We confirmed the validity of the 3 previously found spectra in an outpatient population. We also found novel somatoform and antagonism dimensions, which this investigation was able to detect because, to our knowledge, this is the first study to include a variety of somatoform and personality disorders. The findings suggest that many PDs can be placed in Axis I with related clinical disorders. They also suggest that unipolar depression may be better placed with anxiety disorders than with bipolar disorders. The emerging quantitative nosology promises to provide a more useful guide to clinicians and researchers.
精神障碍共病模式被认为反映了精神疾病的自然组织形式。因子分析可用于研究这种结构并构建一个定量分类系统。先前的研究确定了精神病理学的三个维度:内化、外化和思维障碍。然而,研究很大程度上依赖于常见疾病和社区样本。因此,尚不清楚所确定的组织形式在患者中的适用程度以及其他主要疾病如何与之契合。
分析普通门诊人群中广泛的轴I障碍和人格障碍(PDs)之间的共病情况。
临床队列研究。
一家普通门诊机构,罗德岛改进诊断评估与服务方法(MIDAS)项目。
寻求精神科治疗的门诊患者(N = 2900)。
《精神障碍诊断与统计手册》第四版(DSM-IV)结构化临床访谈和DSM-IV人格结构化访谈。

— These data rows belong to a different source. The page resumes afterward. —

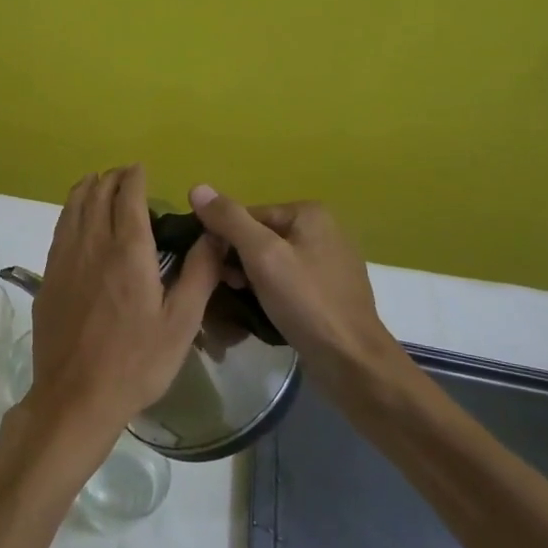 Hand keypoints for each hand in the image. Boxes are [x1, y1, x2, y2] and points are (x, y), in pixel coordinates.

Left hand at [24, 166, 223, 452]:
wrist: (76, 397)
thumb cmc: (136, 362)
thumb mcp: (181, 323)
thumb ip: (199, 273)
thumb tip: (215, 234)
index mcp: (128, 251)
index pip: (128, 196)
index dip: (135, 176)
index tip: (142, 168)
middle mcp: (92, 244)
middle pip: (97, 194)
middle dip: (112, 178)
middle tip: (126, 176)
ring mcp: (64, 259)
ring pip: (73, 207)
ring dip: (87, 188)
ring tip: (99, 183)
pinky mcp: (48, 277)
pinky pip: (59, 229)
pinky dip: (71, 211)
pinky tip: (77, 219)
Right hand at [187, 187, 394, 385]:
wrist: (351, 361)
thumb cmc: (306, 302)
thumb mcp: (262, 256)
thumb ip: (229, 220)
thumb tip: (197, 187)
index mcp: (309, 213)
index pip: (247, 216)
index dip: (224, 241)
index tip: (214, 270)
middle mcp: (323, 229)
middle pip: (259, 237)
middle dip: (238, 262)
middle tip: (228, 289)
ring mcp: (328, 261)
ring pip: (271, 262)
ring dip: (251, 280)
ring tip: (242, 303)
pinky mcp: (328, 290)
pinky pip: (287, 281)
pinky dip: (270, 292)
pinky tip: (263, 311) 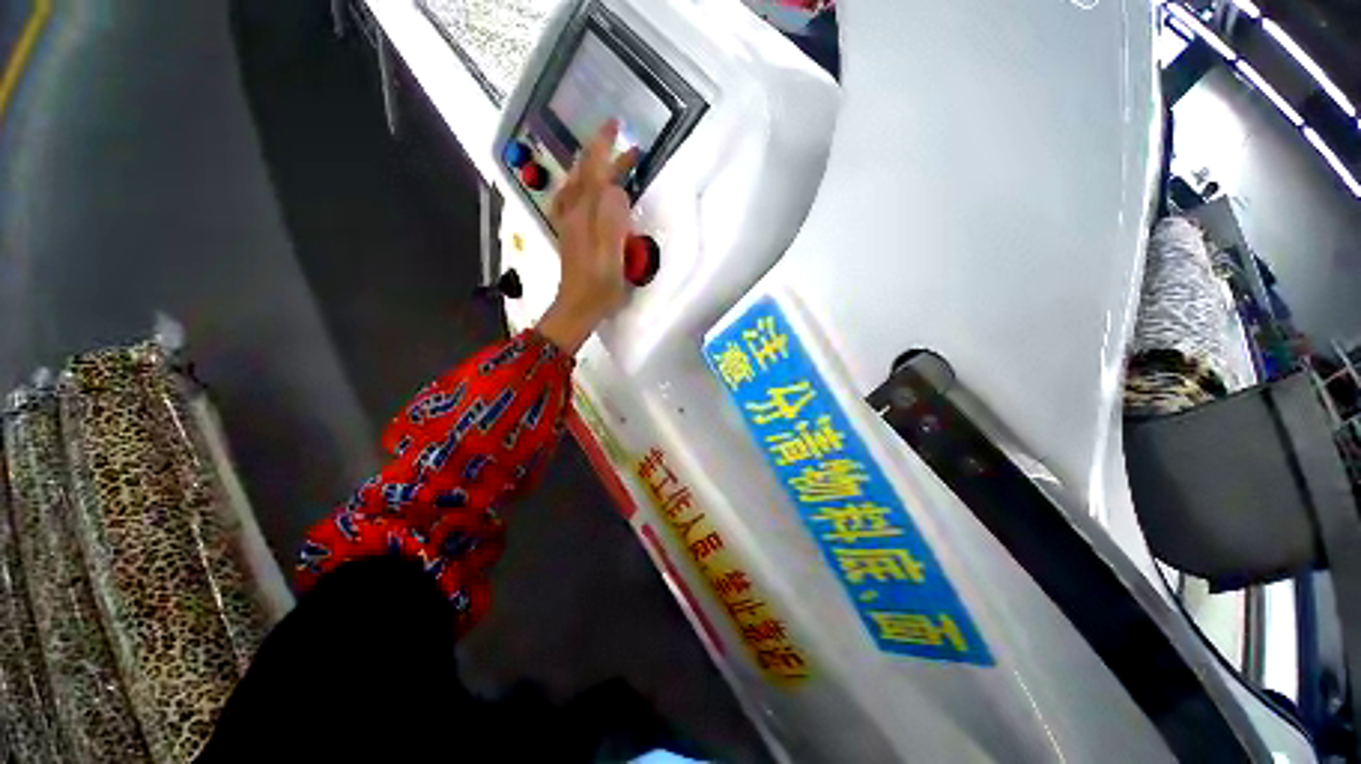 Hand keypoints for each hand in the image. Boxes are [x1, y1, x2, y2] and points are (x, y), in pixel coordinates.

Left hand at [536, 120, 638, 353]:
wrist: (577, 308)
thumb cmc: (600, 286)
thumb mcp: (613, 256)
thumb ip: (613, 220)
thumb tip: (618, 190)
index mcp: (586, 215)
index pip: (594, 171)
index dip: (605, 146)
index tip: (617, 125)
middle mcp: (574, 213)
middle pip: (585, 173)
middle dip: (601, 151)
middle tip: (623, 140)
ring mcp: (570, 223)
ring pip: (577, 184)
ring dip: (592, 165)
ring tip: (607, 157)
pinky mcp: (571, 235)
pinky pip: (572, 200)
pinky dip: (581, 186)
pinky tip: (585, 189) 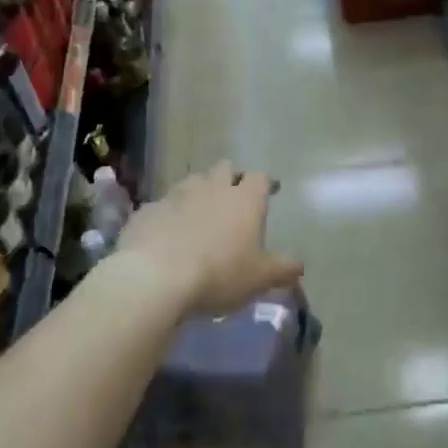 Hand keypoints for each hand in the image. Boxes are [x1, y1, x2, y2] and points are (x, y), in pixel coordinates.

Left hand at [116, 160, 302, 314]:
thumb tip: (299, 267)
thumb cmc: (219, 273)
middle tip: (234, 197)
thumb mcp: (260, 278)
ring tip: (200, 212)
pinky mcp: (147, 210)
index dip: (266, 183)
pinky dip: (169, 213)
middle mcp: (212, 187)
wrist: (155, 277)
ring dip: (199, 191)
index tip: (270, 190)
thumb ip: (283, 270)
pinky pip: (163, 205)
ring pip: (192, 181)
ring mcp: (176, 195)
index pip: (260, 178)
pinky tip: (167, 232)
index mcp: (244, 199)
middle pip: (225, 168)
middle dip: (231, 178) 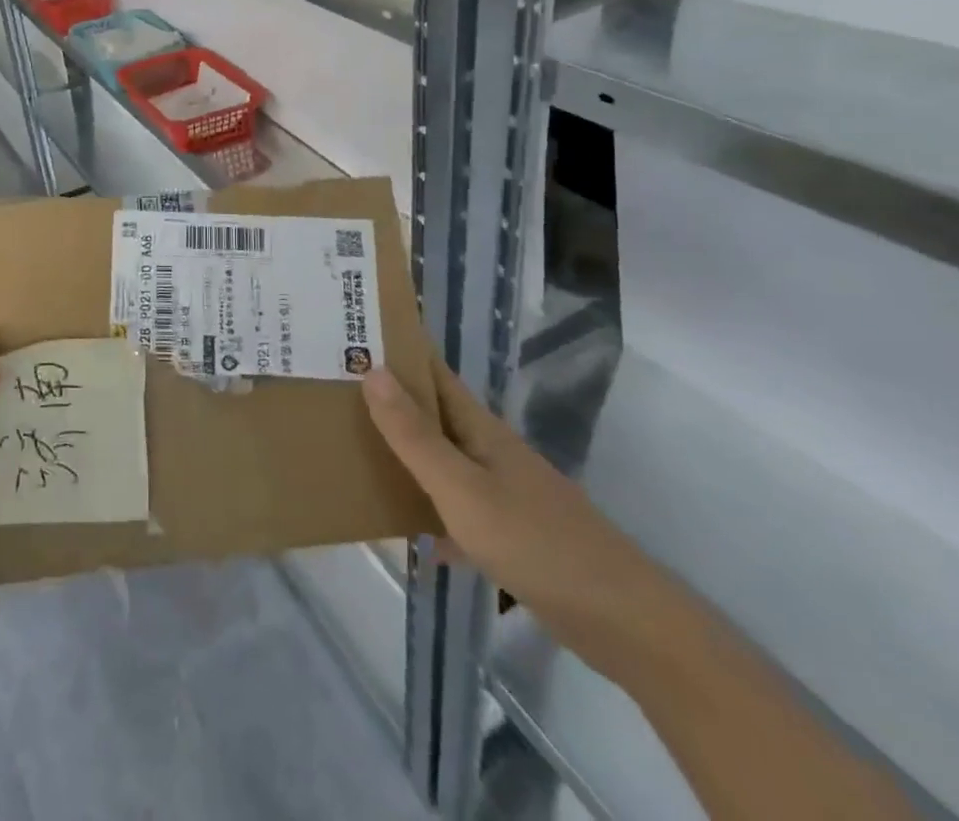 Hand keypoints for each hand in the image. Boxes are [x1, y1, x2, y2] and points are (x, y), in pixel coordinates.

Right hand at [363, 358, 688, 682]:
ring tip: (356, 455)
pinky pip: (458, 514)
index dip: (396, 352)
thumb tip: (372, 370)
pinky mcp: (511, 536)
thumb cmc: (535, 542)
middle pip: (432, 416)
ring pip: (442, 464)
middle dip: (389, 403)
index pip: (431, 372)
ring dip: (406, 457)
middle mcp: (489, 451)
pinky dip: (432, 518)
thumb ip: (415, 435)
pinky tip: (412, 539)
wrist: (623, 622)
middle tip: (335, 393)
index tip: (352, 337)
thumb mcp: (461, 488)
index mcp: (479, 428)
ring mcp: (503, 494) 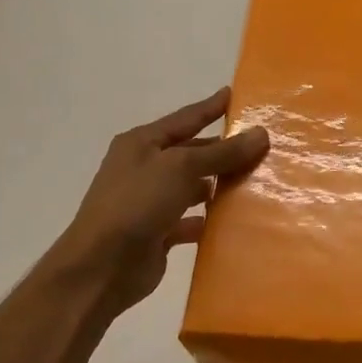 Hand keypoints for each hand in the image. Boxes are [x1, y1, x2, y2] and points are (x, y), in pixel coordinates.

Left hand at [26, 88, 268, 324]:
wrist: (100, 268)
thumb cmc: (137, 204)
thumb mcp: (181, 168)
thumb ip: (222, 152)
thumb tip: (261, 133)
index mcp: (142, 143)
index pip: (184, 118)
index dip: (210, 107)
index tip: (233, 94)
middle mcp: (144, 168)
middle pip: (191, 152)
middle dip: (222, 149)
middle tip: (261, 144)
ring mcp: (150, 202)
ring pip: (193, 187)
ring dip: (218, 185)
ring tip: (256, 181)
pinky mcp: (157, 233)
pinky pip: (190, 220)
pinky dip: (209, 219)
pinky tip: (234, 220)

我们测试了25种目标疾病的几种替代分组。DSM-IV的组织形式与数据拟合不佳。最佳拟合模型由五个因子组成:内化(焦虑和饮食障碍、重度抑郁发作以及C类、边缘型和偏执型人格障碍)、外化(物质使用障碍和反社会人格障碍)、思维障碍(精神病、躁狂和A类人格障碍)、躯体形式(躯体形式障碍)和敌对性(B类和偏执型人格障碍)。
我们在门诊人群中证实了先前发现的三个谱系的有效性。我们还发现了新的躯体形式和敌对性维度,本研究能够检测到这些维度是因为,据我们所知,这是第一项纳入多种躯体形式和人格障碍的研究。研究结果表明,许多人格障碍可以与相关临床疾病一起归为轴I。它们还表明,单相抑郁与焦虑障碍归为一组可能比与双相障碍归为一组更好。新出现的定量疾病分类法有望为临床医生和研究人员提供更有用的指导。